▶ _WHAT IS BEING ASKED_
Count the lines of the data below that include the string "Jazmines", and provide nothing but the result.
--- THE RECORDS ---
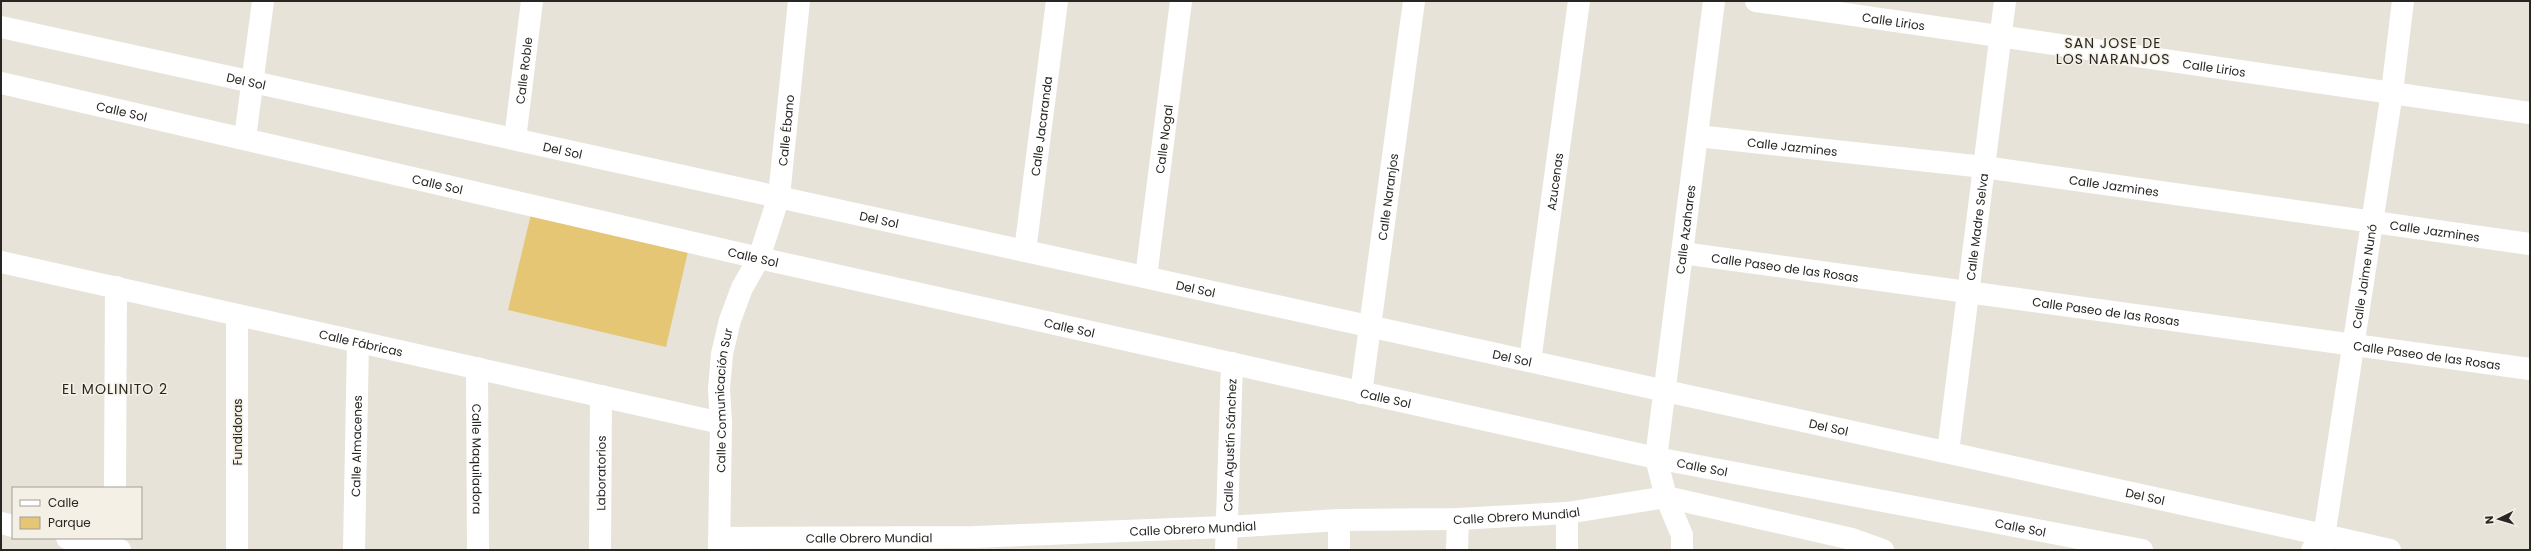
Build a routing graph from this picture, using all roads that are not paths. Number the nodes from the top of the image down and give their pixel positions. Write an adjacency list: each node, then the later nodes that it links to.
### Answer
1 (263, 1): 14 (street)
2 (532, 1): 20 (street, Calle Roble)
3 (799, 1): 22 (street, Calle Ébano)
4 (1057, 1): 25 (street, Calle Jacaranda)
5 (1181, 1): 29 (street, Calle Nogal)
6 (1414, 1): 33 (street, Calle Naranjos)
7 (1579, 1): 36 (street, Azucenas)
8 (1714, 1): 18 (street, Calle Azahares)
9 (1756, 1): 13 (street, Calle Lirios)
10 (2005, 1): 13 (street, Calle Madre Selva)
11 (2403, 1): 16 (street, Calle Jaime Nunó)
12 (1, 27): 14 (street, Del Sol)
13 (2000, 36): 16 (street, Calle Lirios); 21 (street, Calle Madre Selva)
14 (253, 82): 19 (street); 20 (street, Del Sol)
15 (1, 83): 19 (street, Calle Sol)
16 (2392, 92): 17 (street, Calle Lirios); 23 (street, Calle Jaime Nunó)
17 (2530, 113)
18 (1697, 136): 21 (street, Calle Jazmines); 26 (street, Calle Azahares)
19 (245, 138): 27 (street, Calle Sol)
20 (515, 139): 22 (street, Del Sol)
21 (1984, 167): 23 (street, Calle Jazmines); 31 (street, Calle Madre Selva)
22 (779, 196): 25 (street, Del Sol); 27 (street, Calle Ébano)
23 (2372, 220): 24 (street, Calle Jazmines); 35 (street, Calle Jaime Nunó)
24 (2530, 244)
25 (1025, 251): 29 (street, Del Sol)
26 (1682, 253): 31 (street, Calle Paseo de las Rosas); 40 (street, Calle Azahares)
27 (759, 258): 37 (street, Calle Sol); 43 (street, Calle Comunicación Sur)
28 (1, 262): 30 (street, Calle Fábricas)
29 (1146, 277): 33 (street, Del Sol)
30 (116, 287): 32 (street, Calle Fábricas); 46 (street)
31 (1968, 292): 35 (street, Calle Paseo de las Rosas); 44 (street, Calle Madre Selva)
32 (237, 315): 34 (street, Calle Fábricas); 59 (street, Fundidoras)
33 (1370, 326): 36 (street, Del Sol); 41 (street, Calle Naranjos)
34 (358, 342): 38 (street, Calle Fábricas); 60 (street, Calle Almacenes)
35 (2353, 345): 39 (street, Calle Paseo de las Rosas); 57 (street, Calle Jaime Nunó)
36 (1530, 361): 40 (street, Del Sol)
37 (1232, 363): 41 (street, Calle Sol); 53 (street, Calle Agustín Sánchez)
38 (477, 368): 42 (street, Calle Fábricas); 61 (street, Calle Maquiladora)
39 (2530, 369)
40 (1664, 391): 44 (street, Del Sol); 45 (street, Calle Azahares)
41 (1360, 392): 45 (street, Calle Sol)
42 (601, 396): 43 (street, Calle Fábricas); 62 (street, Laboratorios)
43 (721, 423): 56 (street, Calle Comunicación Sur)
44 (1948, 452): 57 (street, Del Sol)
45 (1656, 458): 47 (street); 69 (street, Calle Sol)
46 (115, 487)
47 (1666, 497): 48 (street, Calle Obrero Mundial); 67 (street); 68 (street)
48 (1567, 513): 49 (street, Calle Obrero Mundial); 66 (street)
49 (1458, 519): 50 (street, Calle Obrero Mundial); 65 (street)
50 (1340, 520): 53 (street, Calle Obrero Mundial); 64 (street)
51 (1, 523): 52 (street)
52 (12, 526)
53 (1226, 527): 55 (street, Calle Obrero Mundial); 63 (street, Calle Agustín Sánchez)
54 (72, 539): 58 (street)
55 (974, 543): 56 (street, Calle Obrero Mundial)
56 (719, 544)
57 (2319, 545): 70 (street, Del Sol)
58 (116, 547)
59 (237, 550)
60 (354, 550)
61 (478, 550)
62 (600, 550)
63 (1226, 550)
64 (1339, 550)
65 (1457, 550)
66 (1567, 550)
67 (1682, 550)
68 (1883, 550)
69 (2142, 550)
70 (2390, 550)

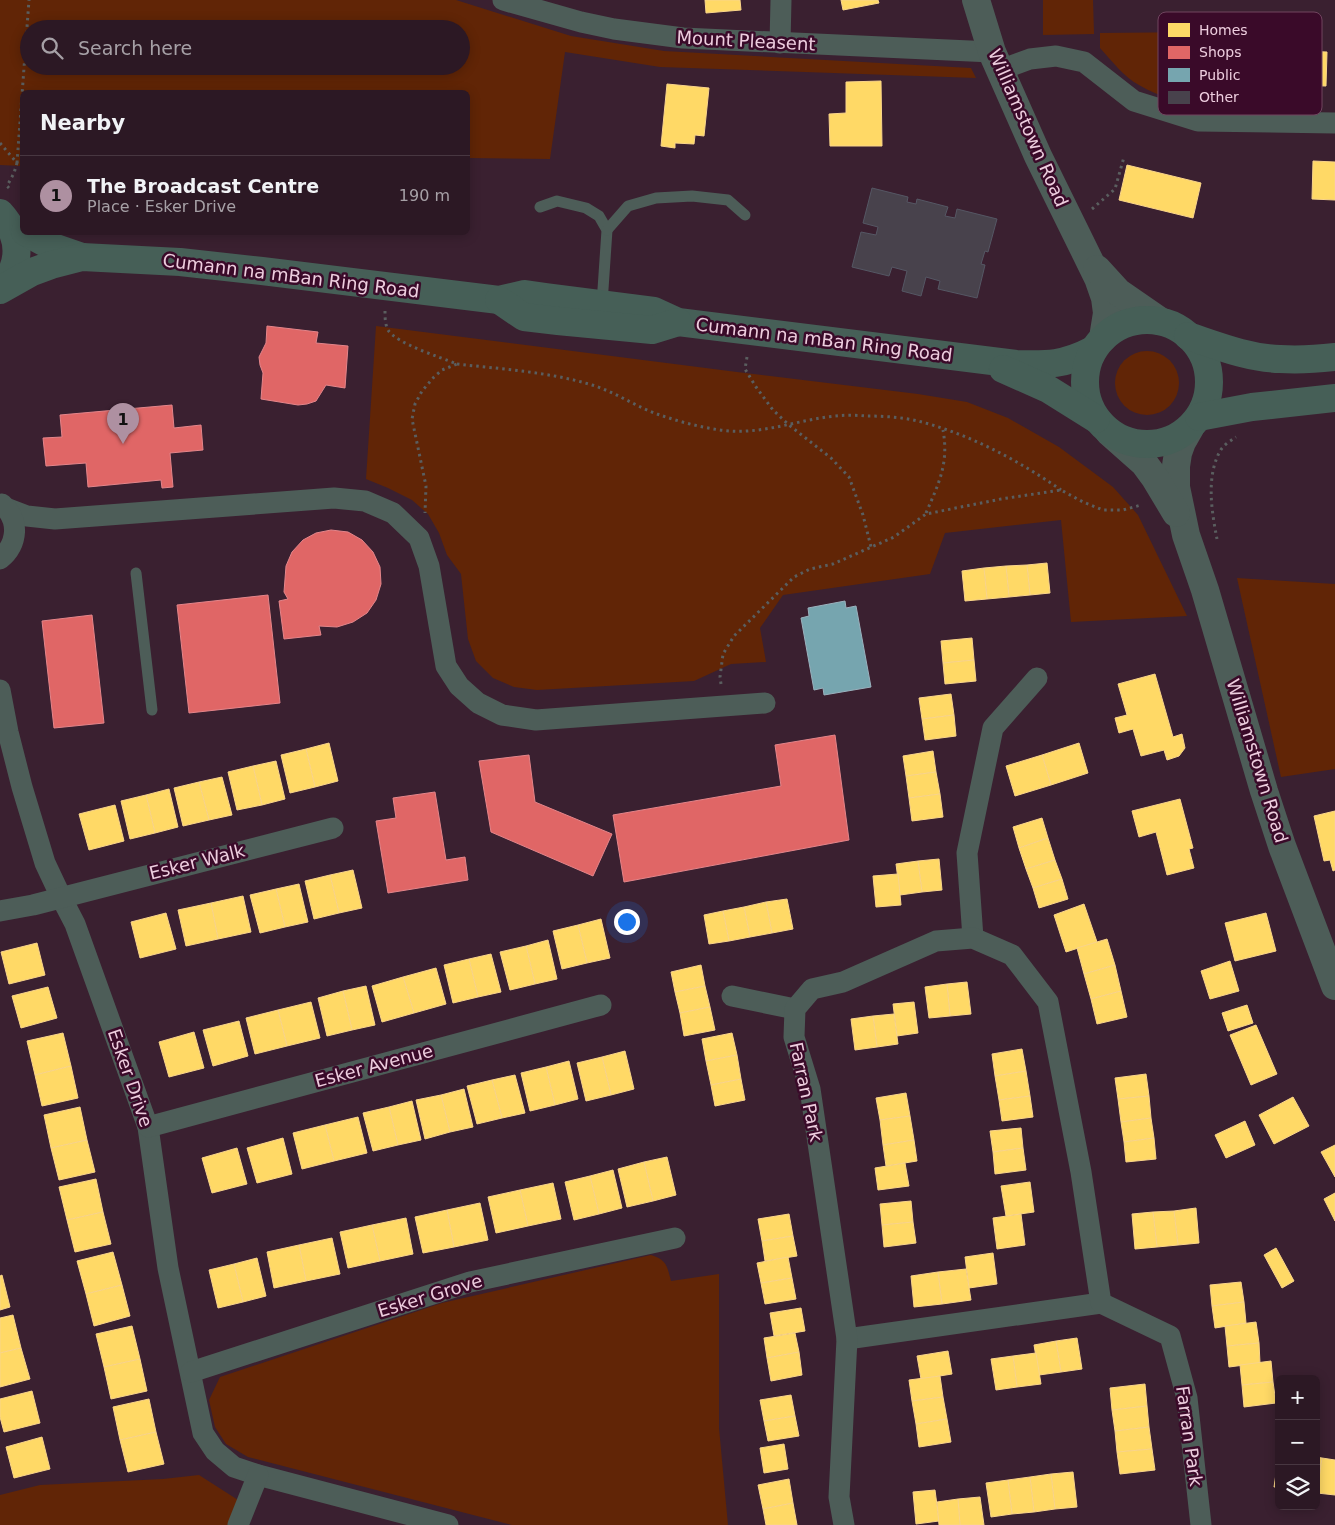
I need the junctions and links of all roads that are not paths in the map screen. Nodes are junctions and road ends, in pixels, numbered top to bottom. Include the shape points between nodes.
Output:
1 (503, 0) edge
2 (781, 0) edge
3 (976, 0) edge
4 (780, 43) junction
5 (996, 61) junction
6 (1158, 108) edge
7 (1179, 115) edge
8 (1335, 123) edge
9 (540, 207) dead end
10 (0, 212) edge
11 (746, 215) dead end
12 (20, 229) edge
13 (607, 230) junction
14 (30, 235) edge
15 (1086, 254) junction
16 (82, 257) junction
17 (0, 290) edge
18 (499, 300) junction
19 (602, 304) junction
20 (1160, 321) junction
21 (678, 322) junction
22 (1188, 336) junction
23 (1098, 344) junction
24 (1335, 357) edge
25 (969, 359) junction
26 (1335, 398) edge
27 (1194, 422) junction
28 (1103, 425) junction
29 (3, 505) edge
30 (55, 519) junction
31 (1186, 535) junction
32 (6, 552) edge
33 (136, 573) dead end
34 (0, 574) edge
35 (1037, 678) dead end
36 (0, 690) edge
37 (764, 703) dead end
38 (152, 710) dead end
39 (333, 828) dead end
40 (61, 897) junction
41 (0, 911) edge
42 (973, 938) junction
43 (1335, 986) edge
44 (732, 996) dead end
45 (601, 1005) dead end
46 (795, 1009) junction
47 (148, 1127) junction
48 (675, 1238) dead end
49 (1101, 1303) junction
50 (847, 1339) junction
51 (191, 1372) junction
52 (258, 1475) junction
53 (238, 1525) edge
54 (448, 1525) edge
55 (844, 1525) edge
56 (1201, 1525) edge

1 - 4 street, Mount Pleasent via 630,32
2 - 4 street
3 - 5 street, Williamstown Road
4 - 5 street, Mount Pleasent
5 - 6 street via 1056,56 1084,62 1134,101
5 - 15 street, Williamstown Road
7 - 8 street via 1198,121
9 - 13 lane via 557,201 586,208 599,216
10 - 12 main road, Cumann na mBan Ring Road
10 - 17 main road via 15,236 17,251 8,280
11 - 13 lane via 728,200 692,196 656,198 628,206
13 - 19 lane
14 - 16 main road, Cumann na mBan Ring Road
15 - 20 street, Williamstown Road via 1118,292
15 - 23 street, Williamstown Road via 1098,278 1107,313
16 - 17 main road, Cumann na mBan Ring Road via 32,272
16 - 18 main road, Cumann na mBan Ring Road via 189,263
18 - 19 main road, Cumann na mBan Ring Road via 525,294
18 - 21 main road, Cumann na mBan Ring Road via 524,317 652,330
19 - 21 main road, Cumann na mBan Ring Road via 654,311
20 - 22 main road
20 - 23 main road via 1140,320 1120,326
21 - 25 main road, Cumann na mBan Ring Road
22 - 24 main road via 1257,356 1280,359
22 - 27 main road via 1198,347 1209,374 1206,403
23 - 25 main road, Cumann na mBan Ring Road via 1071,360 1054,364
23 - 28 main road via 1086,367 1084,385 1088,403
25 - 28 main road, Cumann na mBan Ring Road via 1031,380
26 - 27 main road via 1252,408
27 - 28 main road via 1175,438 1159,444 1124,440
27 - 31 street via 1182,442 1176,466 1176,487
28 - 31 street via 1144,463
29 - 30 street via 27,516
29 - 32 street via 15,525 15,535
30 - 32 street via 31,531
30 - 37 street via 334,498 365,501 393,513 419,538 429,566 446,666 459,686 478,704 502,715 536,720
31 - 43 street, Williamstown Road via 1270,810
32 - 34 street
33 - 38 lane
35 - 42 street via 993,728 966,853
36 - 40 street, Esker Drive via 22,787 45,863
39 - 40 street, Esker Walk
40 - 41 street, Esker Walk
40 - 47 street, Esker Drive via 76,924
42 - 46 street via 936,940 843,982 812,989
42 - 49 street via 1012,955 1048,1002 1081,1172
44 - 46 street
45 - 47 street, Esker Avenue
46 - 50 street, Farran Park via 794,1037 810,1089
47 - 51 street, Esker Drive via 168,1268
48 - 51 street, Esker Grove via 470,1282
49 - 50 street
49 - 56 street, Farran Park via 1170,1336 1187,1398
50 - 55 street, Farran Park via 838,1496
51 - 52 street, Esker Drive via 203,1433 215,1451 234,1466
52 - 53 street
52 - 54 street, Esker Drive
---
▶ _RESULT_
3